Tomb of Dracula #21 Review by (December 7, 2020)

Review: Drac versus a mad scientist with a vampire of his own! Another offbeat offering for the series by Marv Wolfman who keeps juggling concepts to keep the series fresh. And we have a mad doctor who is a brain in a jar, a mind transfer device, and a lab that ends up burning to the ground as in a Universal Frankenstein film. And for connoisseurs of bombastic dialogue, there’s Drac and Brand verbally abusing one another throughout their duel to the death. A few plot holes show up, starting with the miracle of Doctor Sun’s escape mentioned in the synopsis.
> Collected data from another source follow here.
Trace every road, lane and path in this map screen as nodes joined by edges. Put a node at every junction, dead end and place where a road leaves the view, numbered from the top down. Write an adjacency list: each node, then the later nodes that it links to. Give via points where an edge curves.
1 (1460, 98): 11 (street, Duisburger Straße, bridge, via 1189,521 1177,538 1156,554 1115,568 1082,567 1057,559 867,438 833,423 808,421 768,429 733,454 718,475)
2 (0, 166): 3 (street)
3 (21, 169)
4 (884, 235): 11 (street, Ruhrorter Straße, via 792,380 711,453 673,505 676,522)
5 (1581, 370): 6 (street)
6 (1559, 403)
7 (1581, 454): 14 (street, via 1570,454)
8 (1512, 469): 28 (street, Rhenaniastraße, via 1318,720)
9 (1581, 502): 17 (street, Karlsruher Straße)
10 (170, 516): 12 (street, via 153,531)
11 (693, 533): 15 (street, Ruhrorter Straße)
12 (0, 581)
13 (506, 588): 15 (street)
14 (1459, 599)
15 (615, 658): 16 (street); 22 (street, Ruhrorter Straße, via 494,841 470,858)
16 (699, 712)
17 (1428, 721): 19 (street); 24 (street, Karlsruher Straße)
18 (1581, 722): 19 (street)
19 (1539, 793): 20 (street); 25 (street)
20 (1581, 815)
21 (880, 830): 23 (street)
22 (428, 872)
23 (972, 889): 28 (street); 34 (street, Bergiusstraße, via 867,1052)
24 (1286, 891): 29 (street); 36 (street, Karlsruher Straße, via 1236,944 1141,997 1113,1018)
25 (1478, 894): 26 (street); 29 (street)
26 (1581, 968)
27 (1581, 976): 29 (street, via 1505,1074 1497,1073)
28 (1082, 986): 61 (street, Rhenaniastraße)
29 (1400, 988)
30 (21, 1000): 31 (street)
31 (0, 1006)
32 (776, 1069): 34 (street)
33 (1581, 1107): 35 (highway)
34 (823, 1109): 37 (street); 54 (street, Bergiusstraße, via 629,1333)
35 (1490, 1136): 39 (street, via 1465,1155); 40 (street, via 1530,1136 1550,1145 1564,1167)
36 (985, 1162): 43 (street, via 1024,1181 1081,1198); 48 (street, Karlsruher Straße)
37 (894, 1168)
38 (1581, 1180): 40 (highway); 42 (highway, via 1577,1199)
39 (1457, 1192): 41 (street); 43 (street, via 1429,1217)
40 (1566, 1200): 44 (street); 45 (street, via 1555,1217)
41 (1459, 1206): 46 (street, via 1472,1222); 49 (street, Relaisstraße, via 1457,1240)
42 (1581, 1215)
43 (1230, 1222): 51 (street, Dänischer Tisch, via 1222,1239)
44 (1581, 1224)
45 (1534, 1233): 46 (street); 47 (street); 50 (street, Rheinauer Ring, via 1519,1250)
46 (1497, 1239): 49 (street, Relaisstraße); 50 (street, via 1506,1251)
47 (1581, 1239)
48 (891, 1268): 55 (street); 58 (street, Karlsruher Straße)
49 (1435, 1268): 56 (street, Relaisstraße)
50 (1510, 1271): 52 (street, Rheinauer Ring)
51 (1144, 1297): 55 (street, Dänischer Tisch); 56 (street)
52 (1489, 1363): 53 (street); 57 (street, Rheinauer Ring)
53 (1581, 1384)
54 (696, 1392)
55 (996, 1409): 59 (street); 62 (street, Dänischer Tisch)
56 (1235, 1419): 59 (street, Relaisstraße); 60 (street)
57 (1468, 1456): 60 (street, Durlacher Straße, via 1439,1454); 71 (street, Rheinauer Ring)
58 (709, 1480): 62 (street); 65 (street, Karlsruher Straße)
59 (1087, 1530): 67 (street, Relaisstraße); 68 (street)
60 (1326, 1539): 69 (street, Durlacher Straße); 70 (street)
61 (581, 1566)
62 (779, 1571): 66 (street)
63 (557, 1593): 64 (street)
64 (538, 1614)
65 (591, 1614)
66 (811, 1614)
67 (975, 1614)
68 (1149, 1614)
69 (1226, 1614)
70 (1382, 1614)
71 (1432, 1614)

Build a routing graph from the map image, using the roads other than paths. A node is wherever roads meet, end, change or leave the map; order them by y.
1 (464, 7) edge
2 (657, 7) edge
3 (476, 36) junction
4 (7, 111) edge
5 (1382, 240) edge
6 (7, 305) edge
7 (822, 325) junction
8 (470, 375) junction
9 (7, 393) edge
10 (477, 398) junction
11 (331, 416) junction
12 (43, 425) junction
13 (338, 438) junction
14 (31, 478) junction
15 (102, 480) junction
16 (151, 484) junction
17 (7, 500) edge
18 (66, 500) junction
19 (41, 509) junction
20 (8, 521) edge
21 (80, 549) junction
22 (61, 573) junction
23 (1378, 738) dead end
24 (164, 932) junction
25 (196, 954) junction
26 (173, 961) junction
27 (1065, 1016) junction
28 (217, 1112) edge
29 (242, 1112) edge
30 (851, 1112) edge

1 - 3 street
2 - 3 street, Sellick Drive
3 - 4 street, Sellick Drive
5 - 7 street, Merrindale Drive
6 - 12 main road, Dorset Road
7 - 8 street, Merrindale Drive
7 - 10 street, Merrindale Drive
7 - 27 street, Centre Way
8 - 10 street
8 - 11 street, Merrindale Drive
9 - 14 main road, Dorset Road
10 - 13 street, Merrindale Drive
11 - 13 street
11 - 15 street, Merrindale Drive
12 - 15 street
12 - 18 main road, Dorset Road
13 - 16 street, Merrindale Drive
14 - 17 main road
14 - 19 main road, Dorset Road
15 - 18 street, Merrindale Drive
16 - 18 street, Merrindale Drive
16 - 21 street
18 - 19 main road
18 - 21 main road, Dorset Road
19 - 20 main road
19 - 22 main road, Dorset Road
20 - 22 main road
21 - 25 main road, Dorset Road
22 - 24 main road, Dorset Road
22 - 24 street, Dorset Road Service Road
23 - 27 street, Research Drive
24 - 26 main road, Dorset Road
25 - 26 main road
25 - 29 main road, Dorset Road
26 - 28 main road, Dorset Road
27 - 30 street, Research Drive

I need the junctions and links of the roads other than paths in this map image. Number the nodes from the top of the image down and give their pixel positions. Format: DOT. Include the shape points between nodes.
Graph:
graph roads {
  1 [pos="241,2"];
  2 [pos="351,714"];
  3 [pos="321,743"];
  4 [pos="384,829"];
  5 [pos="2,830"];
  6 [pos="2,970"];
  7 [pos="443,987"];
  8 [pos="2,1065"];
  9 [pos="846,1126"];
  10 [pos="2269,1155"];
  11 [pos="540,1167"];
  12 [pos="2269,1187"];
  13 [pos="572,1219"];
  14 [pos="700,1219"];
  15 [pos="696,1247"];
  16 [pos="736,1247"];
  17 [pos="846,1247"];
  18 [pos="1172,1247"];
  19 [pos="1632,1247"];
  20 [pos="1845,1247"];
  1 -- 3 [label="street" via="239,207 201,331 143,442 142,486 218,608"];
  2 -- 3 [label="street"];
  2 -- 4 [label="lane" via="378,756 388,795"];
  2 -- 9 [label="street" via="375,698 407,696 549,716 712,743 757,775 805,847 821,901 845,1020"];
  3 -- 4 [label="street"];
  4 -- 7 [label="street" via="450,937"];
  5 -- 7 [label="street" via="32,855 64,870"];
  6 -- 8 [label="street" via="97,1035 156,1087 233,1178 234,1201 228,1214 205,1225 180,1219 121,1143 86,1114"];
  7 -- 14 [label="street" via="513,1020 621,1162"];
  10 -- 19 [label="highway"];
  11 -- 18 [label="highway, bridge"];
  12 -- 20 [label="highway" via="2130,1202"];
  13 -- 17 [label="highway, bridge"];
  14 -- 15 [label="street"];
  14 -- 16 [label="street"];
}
Then there’s Drac apparently perishing in a fire which Brand, the closest witness, believes to have killed him—yet now only does Drac survive, in the next issue we see his clothes aren’t even singed. And then Dr. Sun kills Brand by electrocuting him, which shouldn’t work, unless this is a special garlic infused electricity to go with the garlic laced chains in issue #20. But none of that matters, it’s a cool story and the goofs give it another layer of charm.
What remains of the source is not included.